Discurso tercero de El desdeñado más firme[46 →] Amaneció, y una criada de Lises a su puerta, do entró recatada, y después de quedar sola le habló de esta manera:

—Mi señora, señor César, que es la hija del señor don Felipe, me envía a desengañaros, ya que ayer no fue posible. No es ella, como visteis, la que deseáis, aunque es con quien su padre intenta desposaros; que no puede ser, por tener dado[1] a don Jacinto de Toledo su palabra mi señora. La causa de vuestro engaño debió de estar en tener su propio nombre su prima, a quien en el Prado lisonjeastes dos tardes. Estorbad, como cuerdo, el casamiento, dando otro color al desvío, que es mi señor muy resuelto para que su hija se atreva a contradecir sus determinaciones. Ella [47 →] os lo suplica así, y os ofrece su intercesión con su prima.

—Diréis a la señora Lises —respondió César— que en causa tan mía no tendrá su merced que agradecerme nada en servirla. ¡No vi más felice desengaño! ¡Bien haya su firmeza! Que no sólo me desata una duda, mas me asegura intereses en mi amigo don Jacinto sin que los envidie mi amor, que no emprenderé ya por servirla, si me promete patrocinar mi fe con su prima. Decidme: ¿qué es a la señora Lises, la divina Lises?

—Hija es de una hermana del señor don Felipe —respondió la criada— y de un ilustre caballero de Toledo. Quedó sin padres, y por el más cercano pariente cupo al señor don Felipe traerla a su casa, donde pasa contentísima con la compañía de su prima, y las esperanzas de que la vendrá a ver muy presto un hermano suyo, que sirve con un puesto en Flandes.

Una rosa de diamantes, que dio César a la criada, fue en él la primera señal de agradecido, y en ella el primer empeño de obligada.

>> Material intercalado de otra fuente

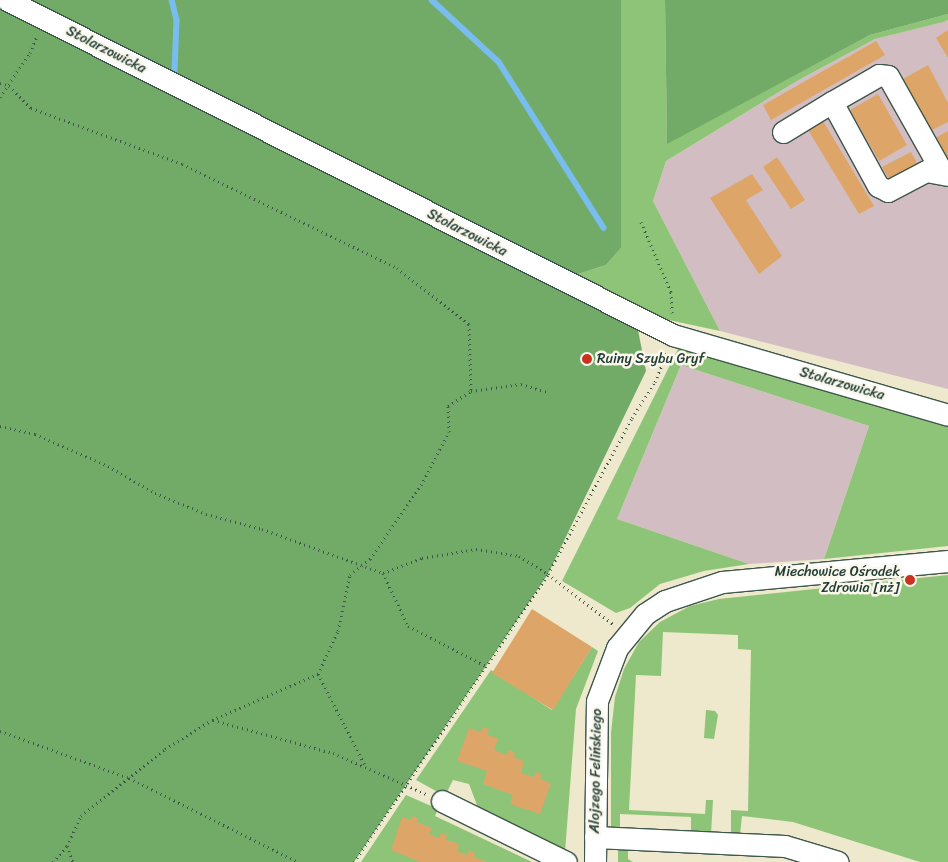 <!DOCTYPE html>
<html>
<head>
<meta charset="utf-8">
<style>
  body { margin:0 }
  #map { position:relative; width:948px; height:862px; overflow:hidden; background:#eee8cd; font-family:Sriracha,sans-serif }
  div>[style] { position:absolute }
  [style*='--x'] { left:calc(var(--x)*1px); top:calc(var(--y)*1px); width:calc(var(--w)*1px); rotate:calc(var(--a)*1deg) }
  .industrial>* { inset:0; background:#d2bec2 }
  .green>* { inset:0; background:#8ec477 }
  .forest>* { inset:0; background:#72aa68 }
  .stream>* { height:5.5px; margin:-2.75px; padding:0 2.75px; transform-origin:2.75px; border-radius:2.75px; background:#79bdef }
  .building>* { inset:0; background:#dea569 }
  .path>* { height:3px; margin-top:-1.5px; transform-origin:0; background:repeating-linear-gradient(90deg,#3e574b 0 1px,transparent 0 5px) }
  .roads { filter:drop-shadow(1px 0 #3e574b) drop-shadow(-1px 0 #3e574b) drop-shadow(0 1px #3e574b) drop-shadow(0 -1px #3e574b) }
  .minor>* { height:21px; margin:-10.5px; padding:0 10.5px; transform-origin:10.5px; border-radius:10.5px; background:#fff }
  .dots>* { width:14px; height:14px; translate:-50% -50%; box-sizing:border-box; border:2px solid #fbf7ec; border-radius:50% }
  span { translate:-50% -50%; white-space:nowrap; text-align:center; line-height:1.15; -webkit-text-stroke:5px #fbf7ec; paint-order:stroke }
  .street-label { font-size:14px; color:#1f3d34 }
  .poi-label { font-size:14px; color:#1f3d34 }
  .left { translate:0 -50%; text-align:left }
  .right { translate:-100% -50%; text-align:right }
</style>
</head>
<body>
<div id="map">
  <div class="industrial">
    <i style="clip-path:polygon(948px 20px,948px 389px,720px 331px,653px 201px,666px 161px,797px 81px,875px 39px)"></i>
    <i style="clip-path:polygon(681px 365px,869px 426px,824px 559px,749px 564px,617px 519px)"></i>
  </div>
  <div class="green">
    <i style="clip-path:polygon(621px 0,665px 0,667px 143px,870px 35px,948px 14px,948px 20px,943px 22px,875px 39px,797px 81px,666px 161px,653px 201px,720px 331px,664px 319px,575px 275px,606px 265px,621px 248px)"></i>
    <i style="clip-path:polygon(679px 347px,948px 425px,948px 546px,824px 559px,869px 426px,681px 365px,617px 519px,749px 564px,704px 571px,660px 584px,630px 608px,616px 613px,562px 581px)"></i>
    <i style="clip-path:polygon(948px 575px,948px 862px,920px 862px,793px 822px,742px 816px,740px 835px,731px 835px,731px 810px,748px 811px,751px 650px,738px 649px,738px 635px,663px 632px,661px 676px,636px 675px,629px 810px,705px 814px,706px 800px,713px 800px,711px 834px,691px 833px,691px 817px,620px 814px,620px 830px,611px 830px,611px 733px,615px 697px,624px 669px,639px 642px,660px 622px,690px 606px,719px 599px)"></i>
    <i style="clip-path:polygon(592px 647px,598px 651px,576px 709px,565px 852px,480px 813px,469px 784px,453px 780px,445px 796px,416px 780px,491px 670px,552px 710px)"></i>
    <i style="clip-path:polygon(706px 710px,715px 711px,718px 715px,714px 739px,704px 738px)"></i>
    <i style="clip-path:polygon(406px 795px,438px 809px,435px 816px,532px 862px,361px 862px)"></i>
    <i style="clip-path:polygon(618px 845px,628px 846px,628px 859px,633px 862px,618px 862px)"></i>
  </div>
  <div class="forest">
    <i style="clip-path:polygon(0 0,621px 0,621px 248px,606px 265px,575px 275px,568px 287px,638px 330px,646px 371px,548px 574px,354px 862px,0 862px)"></i>
    <i style="clip-path:polygon(665px 0,948px 0,948px 14px,870px 35px,667px 144px)"></i>
  </div>
  <div class="stream">
    <i style="--x:172;--y:0;--w:21;--a:76"></i>
    <i style="--x:177;--y:20;--w:53;--a:92.2"></i>
    <i style="--x:432;--y:0;--w:91;--a:42.8"></i>
    <i style="--x:499;--y:62;--w:196;--a:57.7"></i>
  </div>
  <div class="building">
    <i style="clip-path:polygon(948px 30px,948px 58px,936px 38px)"></i>
    <i style="clip-path:polygon(876px 41px,885px 55px,771px 120px,763px 105px)"></i>
    <i style="clip-path:polygon(928px 65px,948px 103px,948px 122px,928px 132px,901px 80px)"></i>
    <i style="clip-path:polygon(878px 94px,907px 145px,879px 161px,850px 110px)"></i>
    <i style="clip-path:polygon(823px 121px,874px 206px,859px 214px,808px 130px)"></i>
    <i style="clip-path:polygon(948px 131px,948px 167px,933px 139px)"></i>
    <i style="clip-path:polygon(911px 152px,919px 167px,891px 182px,882px 167px)"></i>
    <i style="clip-path:polygon(777px 157px,805px 200px,791px 209px,763px 167px)"></i>
    <i style="clip-path:polygon(752px 174px,763px 190px,746px 200px,782px 256px,759px 274px,710px 198px)"></i>
    <i style="clip-path:polygon(532px 609px,592px 647px,553px 710px,492px 673px)"></i>
    <i style="clip-path:polygon(483px 727px,489px 729px,487px 735px,498px 738px,494px 750px,507px 755px,508px 750px,515px 753px,514px 757px,524px 761px,521px 773px,534px 777px,536px 772px,542px 774px,540px 779px,551px 783px,540px 814px,510px 804px,513px 795px,483px 784px,487px 771px,457px 761px,469px 728px,481px 732px)"></i>
    <i style="clip-path:polygon(413px 816px,418px 818px,417px 822px,432px 828px,429px 834px,439px 838px,441px 833px,447px 835px,446px 840px,459px 844px,457px 851px,467px 855px,469px 850px,475px 853px,474px 857px,487px 862px,420px 862px,391px 850px,402px 817px,411px 820px)"></i>
  </div>
  <div class="path">
    <i style="--x:0;--y:83;--w:9;--a:18"></i>
    <i style="--x:9;--y:86;--w:31;--a:45"></i>
    <i style="--x:31;--y:108;--w:161;--a:20.3"></i>
    <i style="--x:182;--y:164;--w:239;--a:25.8"></i>
    <i style="--x:397;--y:268;--w:91;--a:37.9"></i>
    <i style="--x:469;--y:324;--w:67;--a:88.3"></i>
    <i style="--x:0;--y:97;--w:53;--a:-55.7"></i>
    <i style="--x:30;--y:53;--w:18;--a:-68"></i>
    <i style="--x:641;--y:222;--w:76;--a:66.8"></i>
    <i style="--x:671;--y:292;--w:21;--a:87"></i>
    <i style="--x:0;--y:426;--w:36;--a:13"></i>
    <i style="--x:35;--y:434;--w:80;--a:23.7"></i>
    <i style="--x:108;--y:466;--w:54;--a:29.9"></i>
    <i style="--x:155;--y:493;--w:55;--a:22.4"></i>
    <i style="--x:206;--y:514;--w:58;--a:15"></i>
    <i style="--x:262;--y:529;--w:129;--a:20"></i>
    <i style="--x:383;--y:573;--w:42;--a:-21"></i>
    <i style="--x:422;--y:558;--w:55;--a:-9.5"></i>
    <i style="--x:476;--y:549;--w:44;--a:9.2"></i>
    <i style="--x:519;--y:556;--w:34;--a:32"></i>
    <i style="--x:548;--y:574;--w:82;--a:37.6"></i>
    <i style="--x:383;--y:573;--w:59;--a:64.7"></i>
    <i style="--x:408;--y:626;--w:88;--a:27.1"></i>
    <i style="--x:318;--y:674;--w:105;--a:62.7"></i>
    <i style="--x:213;--y:720;--w:124;--a:15.4"></i>
    <i style="--x:333;--y:753;--w:102;--a:23.8"></i>
    <i style="--x:0;--y:731;--w:137;--a:20"></i>
    <i style="--x:129;--y:778;--w:189;--a:26.4"></i>
    <i style="--x:67;--y:846;--w:17;--a:69"></i>
    <i style="--x:53;--y:862;--w:21;--a:-49"></i>
    <i style="--x:67;--y:846;--w:33;--a:-65"></i>
    <i style="--x:81;--y:816;--w:107;--a:-38.6"></i>
    <i style="--x:165;--y:749;--w:55;--a:-31.7"></i>
    <i style="--x:212;--y:720;--w:116;--a:-23.5"></i>
    <i style="--x:318;--y:674;--w:47;--a:-65.1"></i>
    <i style="--x:338;--y:631;--w:57;--a:-77.9"></i>
    <i style="--x:350;--y:575;--w:26;--a:-39"></i>
    <i style="--x:370;--y:559;--w:90;--a:-55.4"></i>
    <i style="--x:421;--y:485;--w:60;--a:-62.2"></i>
    <i style="--x:449;--y:432;--w:26;--a:-92"></i>
    <i style="--x:448;--y:406;--w:27;--a:-33"></i>
    <i style="--x:471;--y:391;--w:50;--a:-8"></i>
    <i style="--x:521;--y:384;--w:27;--a:17"></i>
    <i style="--x:354;--y:862;--w:347;--a:-56"></i>
    <i style="--x:548;--y:574;--w:177;--a:-61.7"></i>
    <i style="--x:632;--y:418;--w:43;--a:-57.4"></i>
    <i style="--x:655;--y:382;--w:31;--a:-68"></i>
  </div>
  <div class="roads">
    <div class="minor">
      <i style="--x:7;--y:0;--w:746;--a:26.7"></i>
      <i style="--x:673;--y:335;--w:286;--a:16.2"></i>
      <i style="--x:832;--y:102;--w:54;--a:-29.9"></i>
      <i style="--x:879;--y:75;--w:9;--a:6"></i>
      <i style="--x:888;--y:76;--w:110;--a:60.6"></i>
      <i style="--x:783;--y:132;--w:57;--a:-31.5"></i>
      <i style="--x:832;--y:102;--w:96;--a:61.3"></i>
      <i style="--x:878;--y:186;--w:11;--a:27"></i>
      <i style="--x:888;--y:191;--w:43;--a:-27.8"></i>
      <i style="--x:926;--y:171;--w:22;--a:10"></i>
      <i style="--x:442;--y:801;--w:138;--a:26.2"></i>
      <i style="--x:595;--y:837;--w:190;--a:2.7"></i>
      <i style="--x:785;--y:846;--w:55;--a:16.8"></i>
      <i style="--x:595;--y:862;--w:161;--a:-89.3"></i>
      <i style="--x:597;--y:701;--w:57;--a:-69.3"></i>
      <i style="--x:617;--y:648;--w:44;--a:-50.5"></i>
      <i style="--x:645;--y:614;--w:24;--a:-33"></i>
      <i style="--x:665;--y:601;--w:60;--a:-18.4"></i>
      <i style="--x:722;--y:582;--w:227;--a:-5.3"></i>
    </div>
  </div>
  <div class="dots">
    <i style="left:587px;top:359px;background:#c8321e"></i>
    <i style="left:910px;top:580px;background:#c8321e"></i>
  </div>
  <div class="street-label">
    <span style="left:106px;top:50px;rotate:27deg">Stolarzowicka</span>
    <span style="left:467px;top:233px;rotate:27deg">Stolarzowicka</span>
    <span style="left:842px;top:384px;rotate:16deg">Stolarzowicka</span>
    <span style="left:596px;top:771px;rotate:-89deg">Alojzego Felińskiego</span>
  </div>
  <div class="poi-label">
    <span class="left" style="left:597px;top:359px">Ruiny Szybu Gryf</span>
    <span class="right" style="left:900px;top:580px">Miechowice Ośrodek<br>Zdrowia [nż]</span>
  </div>
</div>
</body>
</html>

Saliendo de casa de César entraba don Jacinto que, curioso en conocerla, [48 →] por el recato con que se tapaba, pudo bien entender que era la misma criada que corría con sus papeles, y de Lises su dama. Llegó a hablarla, diciendo: 

—¿Qué busca v. m. en esta casa, señora doña Ana? ¿Por ventura repártense con más los favores de la señora Lises? ¿Tan presto mudó de voluntad? ¿Ya se conforma con la de su padre? No ha veinte y cuatro horas que me envió a decir no se la pidiese, que se trataban con César sus bodas, y que quería deberse a sí el estorbarse este riesgo. Más fácil era decirme, en lugar de estos seguros, “no me caséis ya, que no me merecéis.”

—No agravie v. m. a mi señora —respondió doña Ana—. Hable con su amigo, que de él sabrá lo que debe agradecer y lo que tiene que pagar.

Fuese, y subió don Jacinto, donde le informó César de todo lo que no fue llamarle Lises. No durmió bien la noche don Felipe, y a esta hora buscó a César, hallándole con don Jacinto, que César hizo retirar. Y después de prevenir a don Felipe con bien ponderados sentimientos, le dijo cómo la persona a quien había encargado su casamiento (que era don Jacinto de Toledo) [49 →] lo tenía ya tratado con una prima suya, que su desgracia pudiera más que la generosidad de su merced, estorbándole aquella lo que le concedía esta.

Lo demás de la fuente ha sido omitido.